Top of PROVIDED DATA
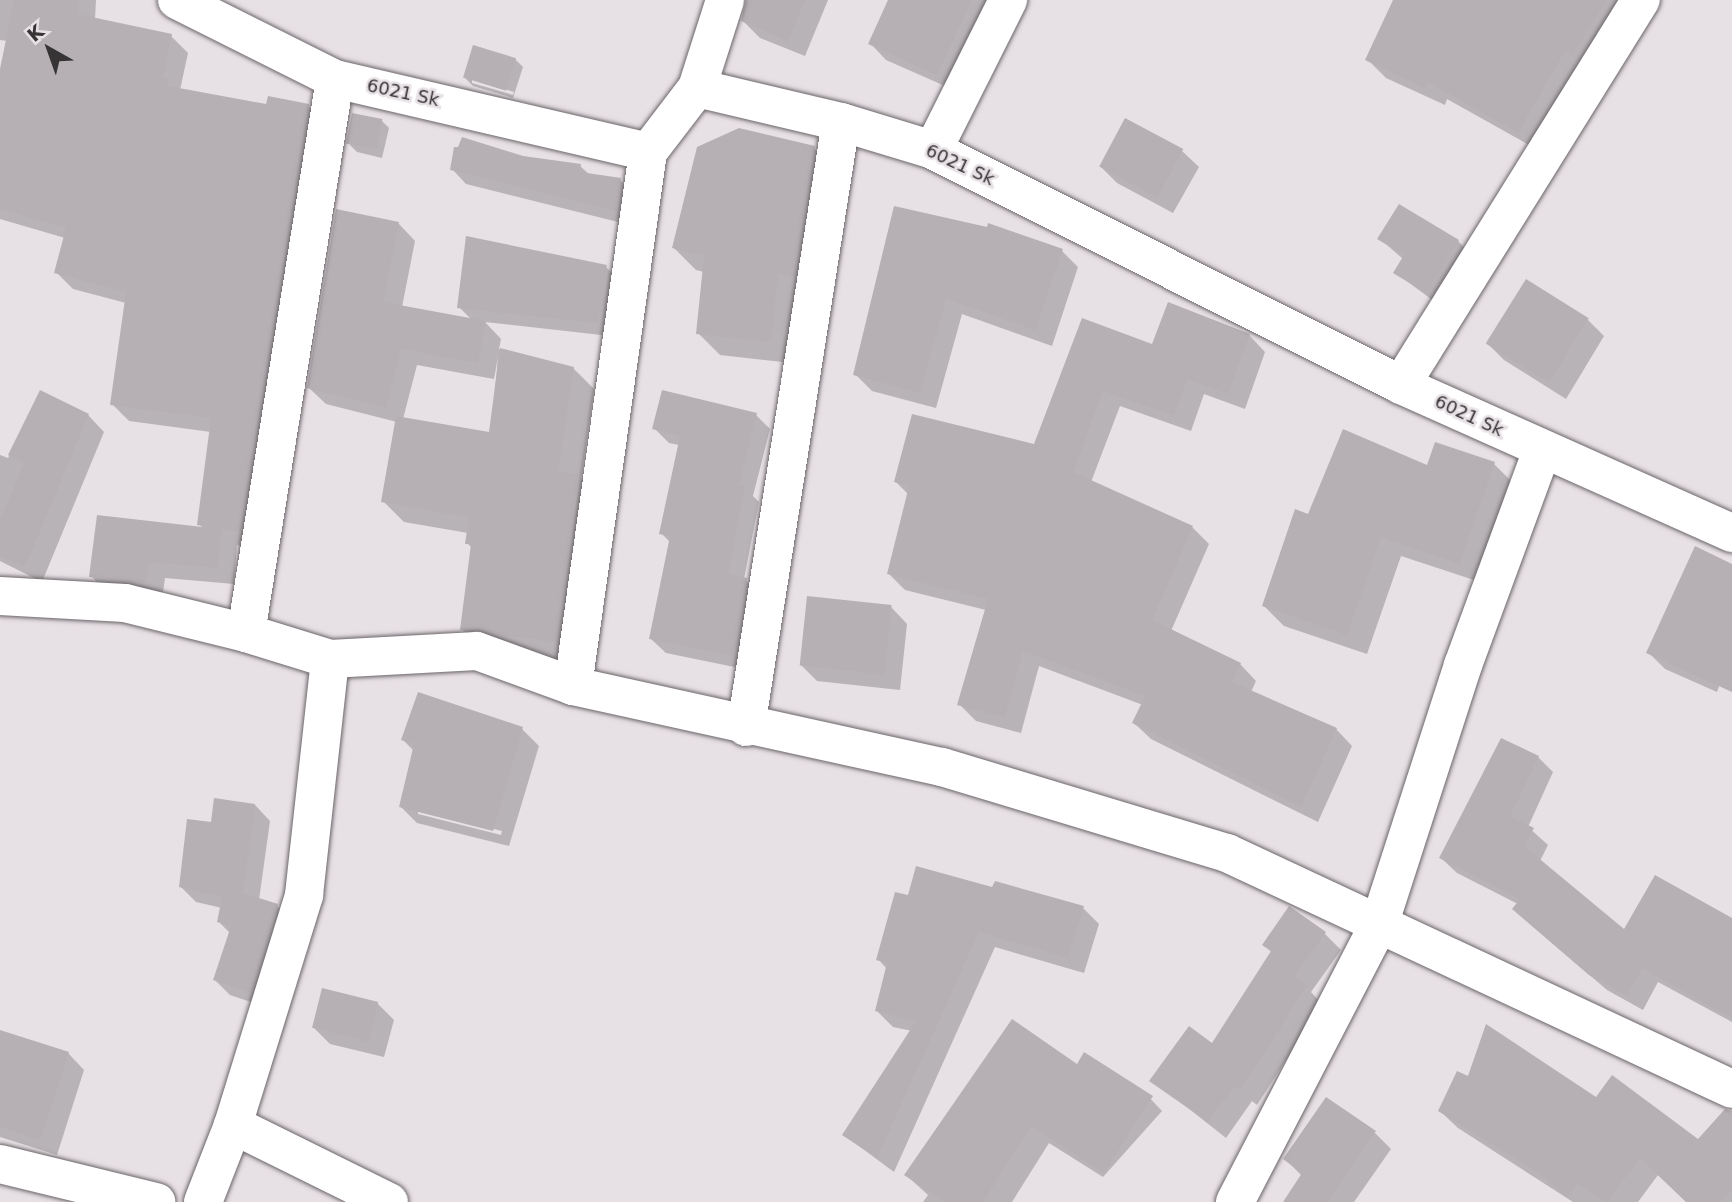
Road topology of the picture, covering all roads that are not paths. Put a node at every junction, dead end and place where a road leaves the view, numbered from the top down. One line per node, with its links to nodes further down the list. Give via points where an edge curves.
1 (177, 0): 5 (street, 6021 Sk)
2 (725, 0): 6 (street)
3 (1008, 0): 8 (street)
4 (1641, 0): 10 (street)
5 (335, 79): 9 (street, 6021 Sk); 14 (street)
6 (696, 88): 7 (street, 6021 Sk); 9 (street)
7 (841, 122): 8 (street, 6021 Sk); 17 (street)
8 (933, 150): 10 (street, 6021 Sk)
9 (648, 152): 16 (street)
10 (1401, 385): 11 (street, 6021 Sk)
11 (1542, 450): 12 (street, 6021 Sk); 18 (street, via 1463,665)
12 (1732, 533)
13 (0, 596): 14 (street, via 125,603)
14 (246, 633): 15 (street)
15 (330, 659): 16 (street, via 477,651); 20 (street, via 304,895)
16 (573, 685): 17 (street)
17 (746, 727): 18 (street, via 942,767 1227,853)
18 (1380, 922): 19 (street); 25 (street)
19 (1732, 1088)
20 (233, 1125): 23 (street); 24 (street)
21 (0, 1164): 22 (street)
22 (156, 1202)
23 (203, 1202)
24 (388, 1202)
25 (1236, 1202)

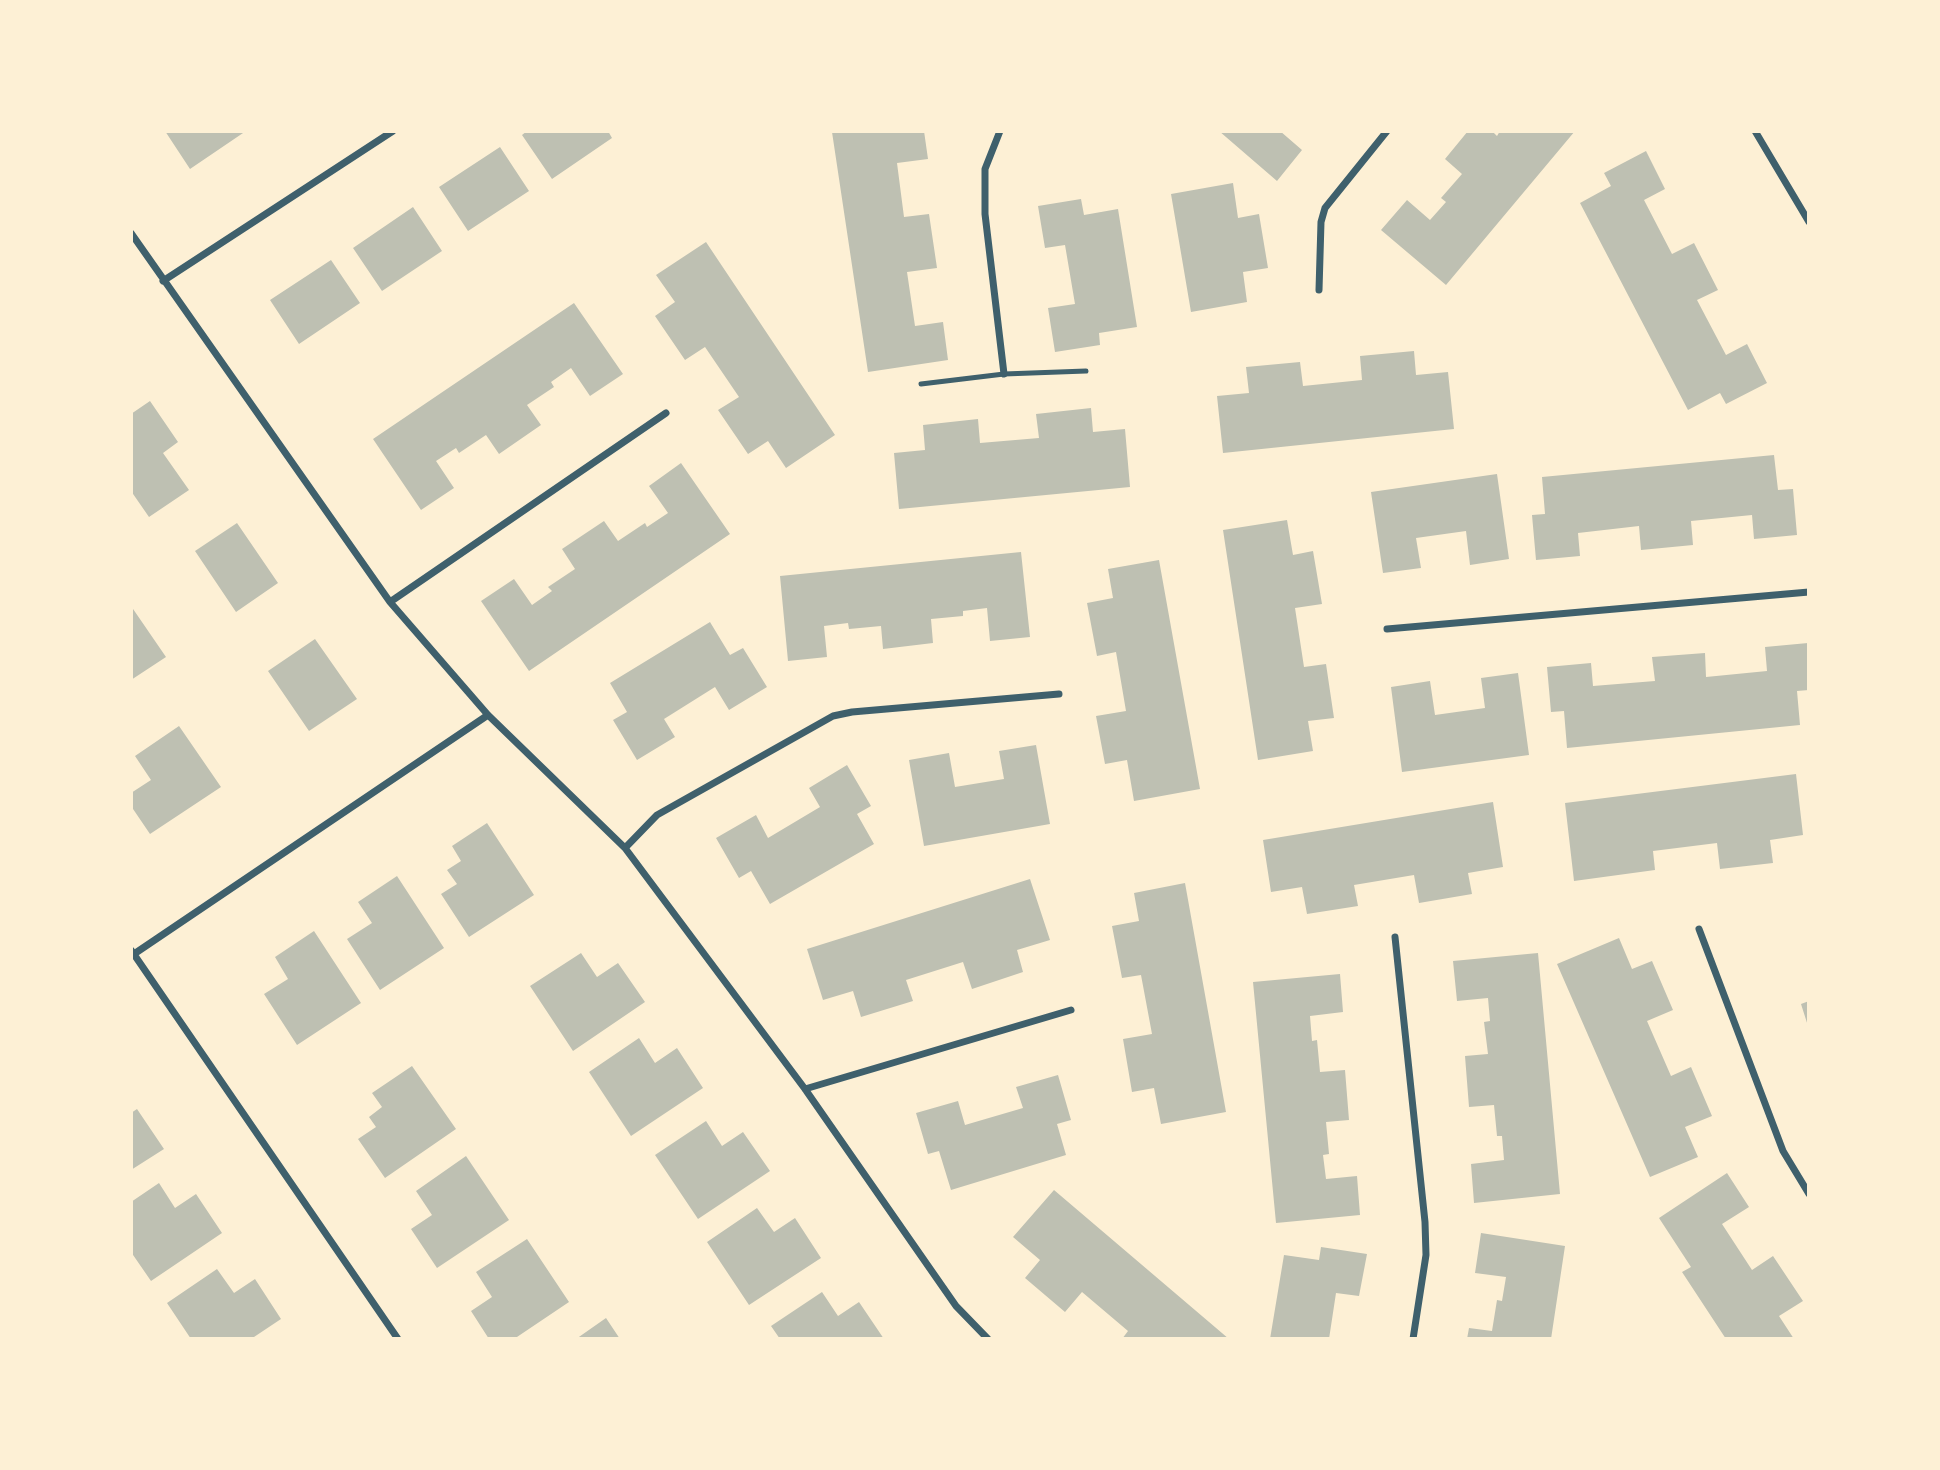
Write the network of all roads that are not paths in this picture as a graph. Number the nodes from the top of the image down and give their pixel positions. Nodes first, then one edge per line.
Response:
1 (393, 131) edge
2 (1000, 131) edge
3 (1387, 131) edge
4 (1755, 131) edge
5 (1809, 222) edge
6 (131, 233) edge
7 (163, 281) junction
8 (1319, 290) dead end
9 (1086, 371) dead end
10 (1004, 374) junction
11 (921, 384) dead end
12 (666, 412) dead end
13 (1809, 592) edge
14 (390, 602) junction
15 (1387, 629) dead end
16 (1059, 694) dead end
17 (488, 715) junction
18 (625, 848) junction
19 (1699, 929) dead end
20 (1395, 937) dead end
21 (133, 952) edge
22 (1071, 1010) dead end
23 (805, 1088) junction
24 (1809, 1194) edge
25 (398, 1339) edge
26 (988, 1339) edge
27 (1413, 1339) edge

1 - 7 street
2 - 10 street
3 - 8 street
4 - 5 street
6 - 7 street
7 - 14 street
9 - 10 lane
10 - 11 lane
12 - 14 street
13 - 15 street
14 - 17 street
16 - 18 street
17 - 18 street
17 - 21 street
18 - 23 street
19 - 24 street
20 - 27 street
21 - 25 street
22 - 23 street
23 - 26 street

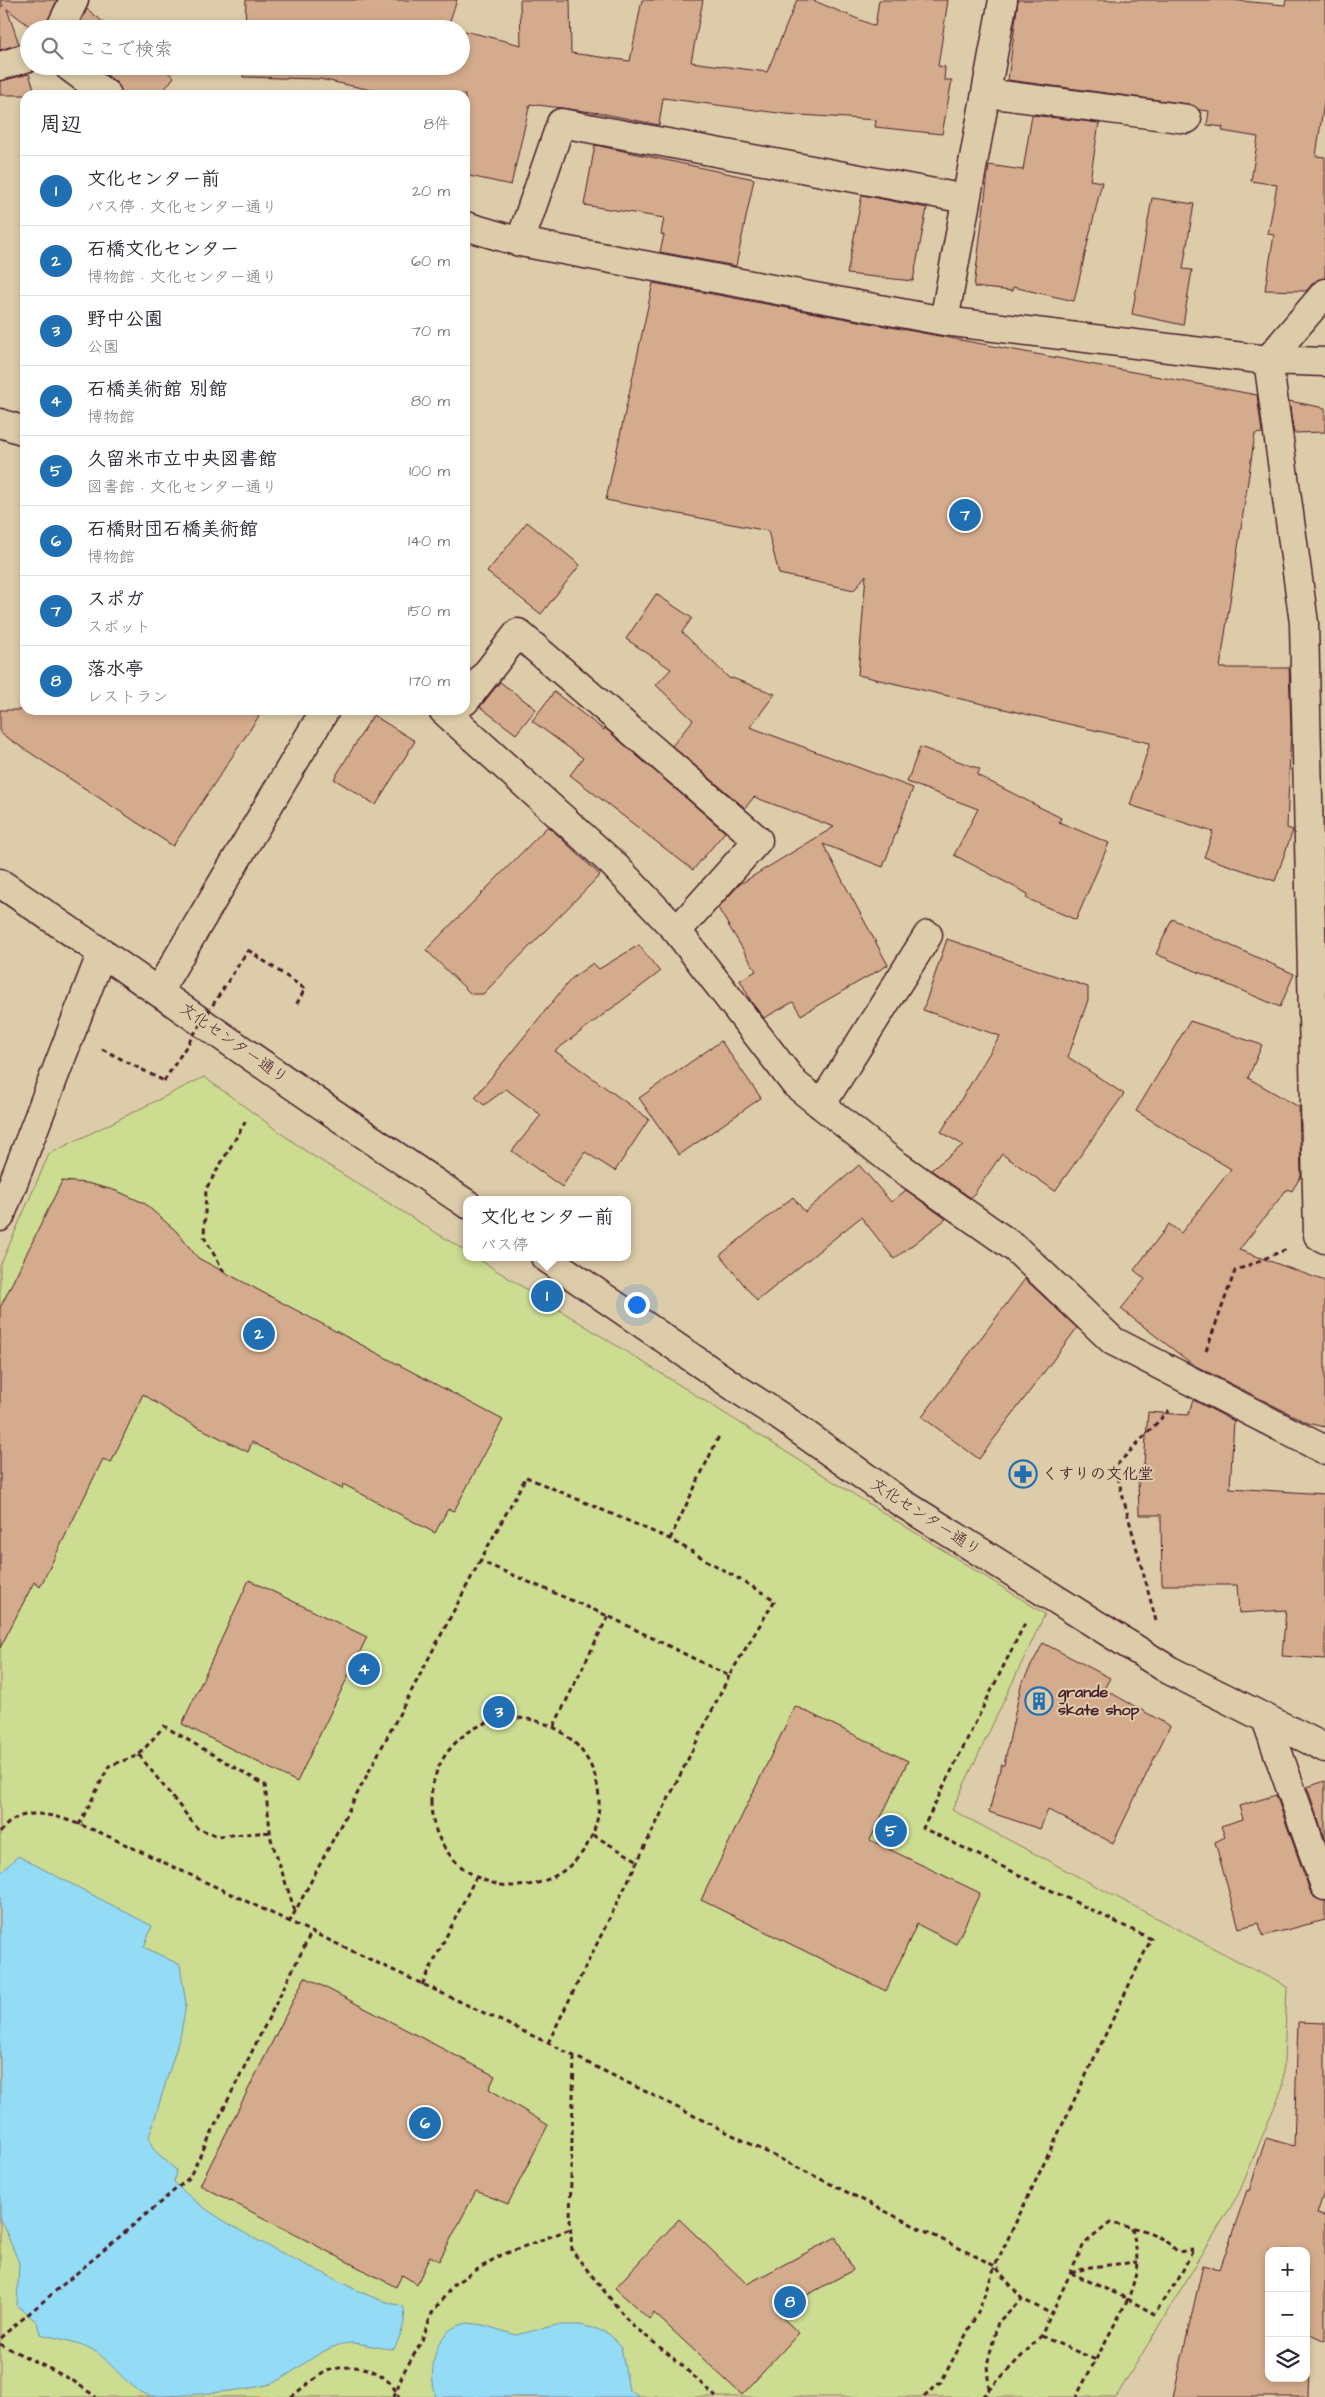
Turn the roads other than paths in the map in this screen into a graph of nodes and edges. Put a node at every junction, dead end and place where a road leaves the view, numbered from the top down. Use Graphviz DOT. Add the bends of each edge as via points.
graph roads {
  1 [pos="74,0"];
  2 [pos="1003,0"];
  3 [pos="64,20"];
  4 [pos="20,60"];
  5 [pos="0,66"];
  6 [pos="80,75"];
  7 [pos="100,90"];
  8 [pos="986,93"];
  9 [pos="1187,120"];
  10 [pos="966,199"];
  11 [pos="470,227"];
  12 [pos="520,242"];
  13 [pos="1325,293"];
  14 [pos="944,321"];
  15 [pos="1268,360"];
  16 [pos="1325,362"];
  17 [pos="0,423"];
  18 [pos="20,429"];
  19 [pos="470,691"];
  20 [pos="322,715"];
  21 [pos="459,715"];
  22 [pos="0,883"];
  23 [pos="678,931"];
  24 [pos="928,935"];
  25 [pos="102,952"];
  26 [pos="159,990"];
  27 [pos="821,1105"];
  28 [pos="463,1201"];
  29 [pos="0,1217"];
  30 [pos="1322,1237"];
  31 [pos="551,1261"];
  32 [pos="1325,1450"];
  33 [pos="1266,1719"];
  34 [pos="1325,1748"];
  35 [pos="1325,1886"];
  1 -- 3 [label="main road"];
  2 -- 8 [label="main road"];
  4 -- 5 [label="main road"];
  6 -- 7 [label="main road"];
  8 -- 9 [label="main road"];
  8 -- 10 [label="main road"];
  10 -- 12 [label="main road" via="561,123"];
  10 -- 14 [label="main road"];
  11 -- 12 [label="main road"];
  12 -- 14 [label="main road"];
  13 -- 15 [label="main road"];
  14 -- 15 [label="main road"];
  15 -- 16 [label="main road"];
  15 -- 30 [label="main road" via="1304,623"];
  17 -- 18 [label="main road"];
  19 -- 23 [label="main road" via="518,633 758,840"];
  20 -- 26 [label="main road"];
  21 -- 23 [label="main road"];
  22 -- 25 [label="main road, 文化センター通り"];
  23 -- 27 [label="main road" via="795,1084"];
  24 -- 27 [label="main road"];
  25 -- 26 [label="main road, 文化センター通り"];
  25 -- 29 [label="main road"];
  26 -- 28 [label="main road, 文化センター通り"];
  27 -- 32 [label="main road" via="894,1163 1015,1248 1113,1341"];
  31 -- 33 [label="main road, 文化センター通り" via="781,1416 899,1501 1169,1670"];
  33 -- 34 [label="main road, 文化センター通り"];
  33 -- 35 [label="main road"];
}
Bottom of PROVIDED DATA
Would you repeat the material above exactly, line for line, from its first line to the line with "Write the network", including both and skipping every picture?

SOLUTION FOR THIS TASK ->
Road topology of the picture, covering all roads that are not paths. Put a node at every junction, dead end and place where a road leaves the view, numbered from the top down. One line per node, with its links to nodes further down the list. Give via points where an edge curves.
1 (177, 0): 5 (street, 6021 Sk)
2 (725, 0): 6 (street)
3 (1008, 0): 8 (street)
4 (1641, 0): 10 (street)
5 (335, 79): 9 (street, 6021 Sk); 14 (street)
6 (696, 88): 7 (street, 6021 Sk); 9 (street)
7 (841, 122): 8 (street, 6021 Sk); 17 (street)
8 (933, 150): 10 (street, 6021 Sk)
9 (648, 152): 16 (street)
10 (1401, 385): 11 (street, 6021 Sk)
11 (1542, 450): 12 (street, 6021 Sk); 18 (street, via 1463,665)
12 (1732, 533)
13 (0, 596): 14 (street, via 125,603)
14 (246, 633): 15 (street)
15 (330, 659): 16 (street, via 477,651); 20 (street, via 304,895)
16 (573, 685): 17 (street)
17 (746, 727): 18 (street, via 942,767 1227,853)
18 (1380, 922): 19 (street); 25 (street)
19 (1732, 1088)
20 (233, 1125): 23 (street); 24 (street)
21 (0, 1164): 22 (street)
22 (156, 1202)
23 (203, 1202)
24 (388, 1202)
25 (1236, 1202)

Write the network of all roads that are not paths in this picture as a graph. Number the nodes from the top of the image down and give their pixel positions. Nodes first, then one edge per line.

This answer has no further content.